[Collected data]
—————
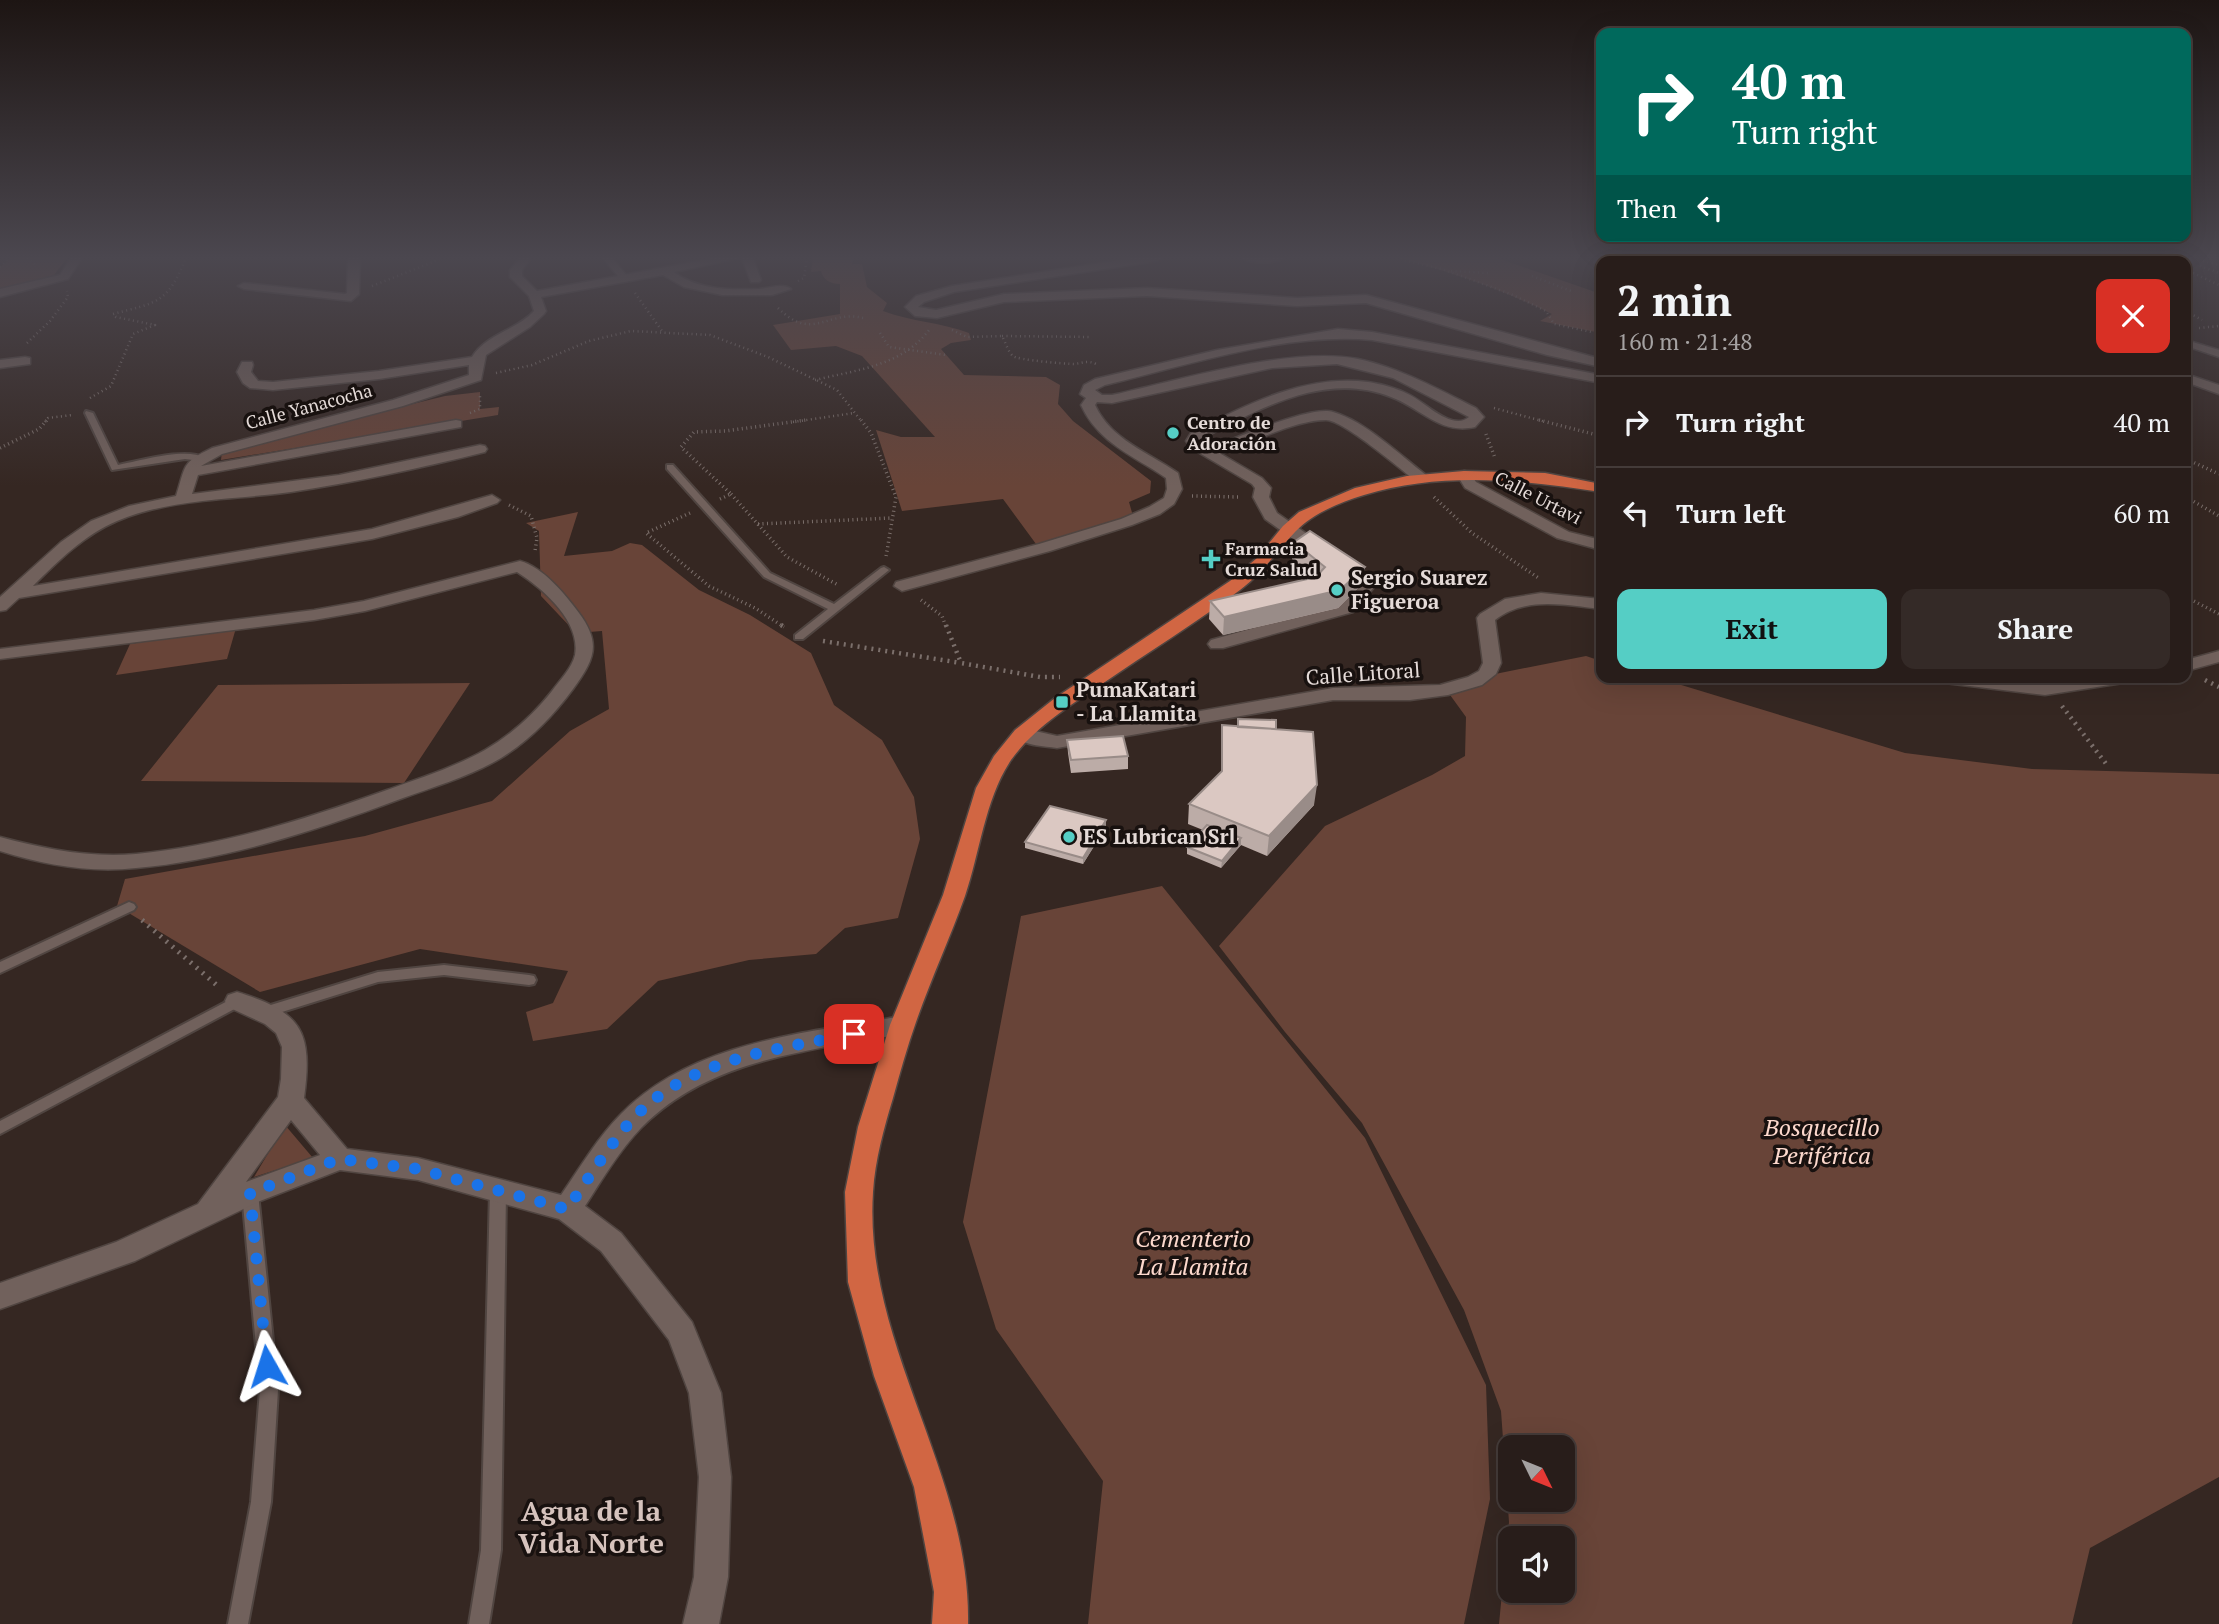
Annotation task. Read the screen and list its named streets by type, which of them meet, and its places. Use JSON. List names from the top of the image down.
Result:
{
  "streets": {
    "street": ["Calle Yanacocha", "Calle Urtavi", "Calle Litoral"]
  },
  "districts": ["Agua de la Vida Norte"],
  "parks": ["Bosquecillo Periférica", "Cementerio La Llamita"],
  "places": {
    "other": ["Centro de Adoración", "Sergio Suarez Figueroa", "ES Lubrican Srl"],
    "health": ["Farmacia Cruz Salud"],
    "transit": ["PumaKatari - La Llamita"]
  },
  "north": "bottom right",
  "page": {
    "turn": ["40 m", "Turn right"],
    "then": "Then",
    "heading": ["2 min", "160 m · 21:48"],
    "list": [
      {
        "name": "Turn right",
        "value": "40 m"
      },
      {
        "name": "Turn left",
        "value": "60 m"
      }
    ],
    "buttons": ["Exit", "Share"]
  }
}
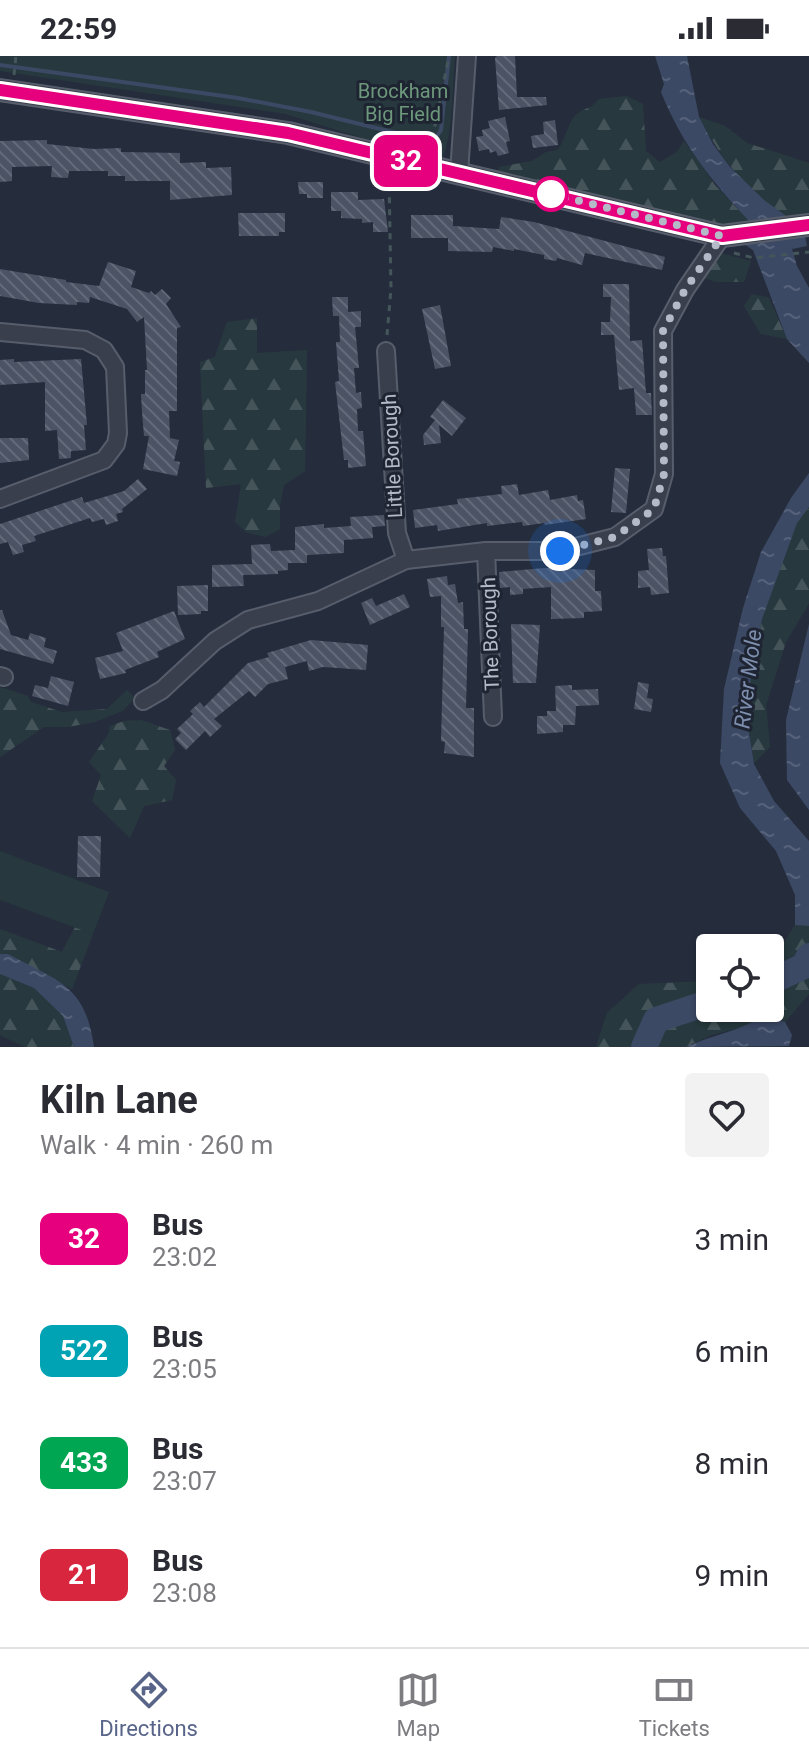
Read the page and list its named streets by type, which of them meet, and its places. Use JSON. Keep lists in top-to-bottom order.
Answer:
{
  "streets": {
    "street": ["Little Borough", "The Borough"]
  },
  "crossings": [
    ["Little Borough", "The Borough"]
  ],
  "water": ["River Mole"],
  "parks": ["Brockham Big Field"],
  "lines": ["bus line 32"],
  "page": {
    "status": "22:59",
    "on_map": "32",
    "heading": ["Kiln Lane", "Walk · 4 min · 260 m"],
    "list": [
      {
        "mark": "32",
        "name": "Bus",
        "note": "23:02",
        "value": "3 min"
      },
      {
        "mark": "522",
        "name": "Bus",
        "note": "23:05",
        "value": "6 min"
      },
      {
        "mark": "433",
        "name": "Bus",
        "note": "23:07",
        "value": "8 min"
      },
      {
        "mark": "21",
        "name": "Bus",
        "note": "23:08",
        "value": "9 min"
      }
    ],
    "tabs": ["Directions", "Map", "Tickets"]
  }
}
—————
Exercise description:
Each entry, start to finish, goes into your copy exactly; the pictures stay out.

Task result:
Annotation task. Read the screen and list its named streets by type, which of them meet, and its places. Use JSON. List names from the top of the image down.
Result:
{
  "streets": {
    "street": ["Calle Yanacocha", "Calle Urtavi", "Calle Litoral"]
  },
  "districts": ["Agua de la Vida Norte"],
  "parks": ["Bosquecillo Periférica", "Cementerio La Llamita"],
  "places": {
    "other": ["Centro de Adoración", "Sergio Suarez Figueroa", "ES Lubrican Srl"],
    "health": ["Farmacia Cruz Salud"],
    "transit": ["PumaKatari - La Llamita"]
  },
  "north": "bottom right",
  "page": {
    "turn": ["40 m", "Turn right"],
    "then": "Then",
    "heading": ["2 min", "160 m · 21:48"],
    "list": [
      {
        "name": "Turn right",
        "value": "40 m"
      },
      {
        "name": "Turn left",
        "value": "60 m"
      }
    ],
    "buttons": ["Exit", "Share"]
  }
}
Read the page and list its named streets by type, which of them meet, and its places. Use JSON. Keep lists in top-to-bottom order.
Answer:
{
  "streets": {
    "street": ["Little Borough", "The Borough"]
  },
  "crossings": [
    ["Little Borough", "The Borough"]
  ],
  "water": ["River Mole"],
  "parks": ["Brockham Big Field"],
  "lines": ["bus line 32"],
  "page": {
    "status": "22:59",
    "on_map": "32",
    "heading": ["Kiln Lane", "Walk · 4 min · 260 m"],
    "list": [
      {
        "mark": "32",
        "name": "Bus",
        "note": "23:02",
        "value": "3 min"
      },
      {
        "mark": "522",
        "name": "Bus",
        "note": "23:05",
        "value": "6 min"
      },
      {
        "mark": "433",
        "name": "Bus",
        "note": "23:07",
        "value": "8 min"
      },
      {
        "mark": "21",
        "name": "Bus",
        "note": "23:08",
        "value": "9 min"
      }
    ],
    "tabs": ["Directions", "Map", "Tickets"]
  }
}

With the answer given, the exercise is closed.